The patients are amazingly compliant patients because they want their scars treated. Keep some of the fat in reserve in the freezer. Three months later when these patients have lost their weight, their face will have shrunken a bit, so you can augment their face again with the reserved fat.” He cautions against trying to over-correct in one session and to just accept that you have to do a multi-stage procedure.

According to Dr. Goodman, fat transfer can be done with local or general anesthesia, and it can be combined with other procedures with very little downtime. When treating acne scars with fat transfers, Dr. Goodman explains, “I don’t centrifuge the fat that I use, I just relocate it into 1-ml syringes for injection. You use really small doses of fat. You can’t inject too much because you’ll end up with lumpy blobs of fat. The best approach is multiple small amounts.Using a 1-ml syringe, you will probably try 30 to 40 placements to deliver the fat where you want it.”

Fillers

You can use both permanent fillers or temporary fillers for treating acne scarring. Fillers are best used for shallow, saucer-shaped acne scars, and these filler agents include Restylane, Cosmoderm, Cymetra, Fascian, Artecoll and bovine collagen.
“I am not a big fan of fillers because each one has its own pitfalls,” says Dr. Goodman. “Also, any change in the patient’s face due to weight fluctuations will always cause problems with any filler.”

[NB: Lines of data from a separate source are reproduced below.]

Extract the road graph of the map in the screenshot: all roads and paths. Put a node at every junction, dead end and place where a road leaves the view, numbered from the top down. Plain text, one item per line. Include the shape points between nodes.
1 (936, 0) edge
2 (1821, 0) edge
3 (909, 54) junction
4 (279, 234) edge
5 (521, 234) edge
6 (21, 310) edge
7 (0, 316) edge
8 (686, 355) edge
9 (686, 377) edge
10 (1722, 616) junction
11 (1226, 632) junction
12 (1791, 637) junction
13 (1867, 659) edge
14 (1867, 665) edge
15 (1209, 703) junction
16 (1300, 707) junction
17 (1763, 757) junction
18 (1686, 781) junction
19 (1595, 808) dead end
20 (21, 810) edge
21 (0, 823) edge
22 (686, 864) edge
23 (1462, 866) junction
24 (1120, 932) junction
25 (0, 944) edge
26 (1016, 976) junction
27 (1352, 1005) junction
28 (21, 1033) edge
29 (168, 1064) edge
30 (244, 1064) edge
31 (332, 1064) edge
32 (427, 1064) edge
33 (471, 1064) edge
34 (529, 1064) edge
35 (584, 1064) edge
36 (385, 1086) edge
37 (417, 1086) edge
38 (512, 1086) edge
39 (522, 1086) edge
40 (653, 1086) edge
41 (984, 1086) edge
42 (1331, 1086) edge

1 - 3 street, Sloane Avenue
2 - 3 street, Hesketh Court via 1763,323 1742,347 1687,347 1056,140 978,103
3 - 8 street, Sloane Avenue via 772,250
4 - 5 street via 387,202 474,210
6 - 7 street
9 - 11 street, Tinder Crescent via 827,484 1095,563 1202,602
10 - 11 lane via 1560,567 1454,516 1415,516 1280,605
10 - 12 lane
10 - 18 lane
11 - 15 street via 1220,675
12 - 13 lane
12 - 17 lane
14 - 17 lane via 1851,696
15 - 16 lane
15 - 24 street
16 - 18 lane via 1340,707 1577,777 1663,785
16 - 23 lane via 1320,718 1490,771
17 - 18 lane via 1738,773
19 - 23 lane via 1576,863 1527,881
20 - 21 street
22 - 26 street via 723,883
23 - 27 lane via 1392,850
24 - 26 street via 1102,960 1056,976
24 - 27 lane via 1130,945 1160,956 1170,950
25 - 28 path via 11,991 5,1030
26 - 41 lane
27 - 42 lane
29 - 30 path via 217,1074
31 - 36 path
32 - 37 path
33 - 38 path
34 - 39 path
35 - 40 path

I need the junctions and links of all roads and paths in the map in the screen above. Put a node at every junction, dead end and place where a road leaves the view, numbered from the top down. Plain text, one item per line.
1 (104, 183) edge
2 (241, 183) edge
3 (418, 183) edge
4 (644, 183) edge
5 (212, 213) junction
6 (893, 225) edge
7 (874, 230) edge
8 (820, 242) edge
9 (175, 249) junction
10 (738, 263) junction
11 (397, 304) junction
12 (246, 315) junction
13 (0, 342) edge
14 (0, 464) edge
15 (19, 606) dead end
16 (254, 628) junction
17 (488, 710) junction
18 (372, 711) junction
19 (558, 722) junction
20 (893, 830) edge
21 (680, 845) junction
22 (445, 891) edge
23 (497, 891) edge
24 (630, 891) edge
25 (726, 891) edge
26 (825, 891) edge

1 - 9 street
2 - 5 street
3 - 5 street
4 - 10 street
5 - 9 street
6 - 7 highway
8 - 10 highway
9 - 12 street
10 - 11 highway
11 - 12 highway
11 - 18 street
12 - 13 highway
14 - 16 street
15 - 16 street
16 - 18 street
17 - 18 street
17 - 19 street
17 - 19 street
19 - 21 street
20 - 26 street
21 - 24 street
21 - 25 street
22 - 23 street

Hyaluronans are relatively new to the United States. They promise safety and are probably a very predictable augmentation.

Helping Patients

With the multitude of treatments to choose from in treating a patient’s acne scars, it’s important to determine the type of scars and then determine the best option. Each patient requires an individualized treatment plan, but with all the great results we are seeing there’s no reason patients should have to live with their acne scars for life.

 

Other Treatment Options

Polylactic acid. This works pretty well and does last fairly long. It thickens tissue, and it has some contraction ability, but Dr. Goodman cautions, the number of nodules, no matter how deeply you place this filler agent, may haunt you.
Hyaluronans. Keep an eye out for Sub-Q, which is going to be an interesting compound for deep augmentation.
Focal TCA peeling. While full-face trichloroacetic acid (TCA) peeling is often used to address mild acne scarring, focal TCA peeling (also called the TCA CROSS Method) can be used on pitted scars such as ice pick scars to achieve good results on scars up to 4 mm. During treatment, a highly concentrated trichloroacetic acid is introduced inside the scar, stimulating collagen production that, over multiple sessions, causes the scar to rise and close.
Suture lifting. Suture lifting involves pulling the skin by a small incision at the back of the ear or at the temporal hairline. Threads are inserted through the incision and you pull back the facial skin and tie the threads. This procedure repositions scarring from into the mid-face, and then you can resurface or do fat transfers. This is a good option for patients who have sagging skin and acne scarring.
Silicone and CO2 laser skin resurfacing. When patients have a mixture of types of scars, combination therapy may be best. CO2 laser resurfacing works well on acne scarring with superficial skin irregularities, while silicone microdroplet augmentation works well on atrophic scars. When used concurrently, they stimulate collagen formation in the deeper portions of the dermis because of the silicone and in the upper portions because of the laser.

 

An Option for Difficult–to-Treat Scars

By Tina Alster, M.D.

Although it’s not a treatment I routinely use for acne scars, I have successfully treated a handful of acne scarred individuals with Sculptra injections. I typically reserve this treatment option for patients with atrophic scars that have proved recalcitrant to other treatments such as ablative/nonablative lasers, collagen/hyaluronic acid/other fillers.
Because Sculptra requires deep dermal placement, I have observed that the scars that are most amenable to treatment are those that clinically appear as skin depressions without sharp or ice-pick borders. The patients whom I have treated with Sculptra are very happy and show prolonged results (more than 1 to 2 years) after one or two sessions at 2- to 3-month intervals.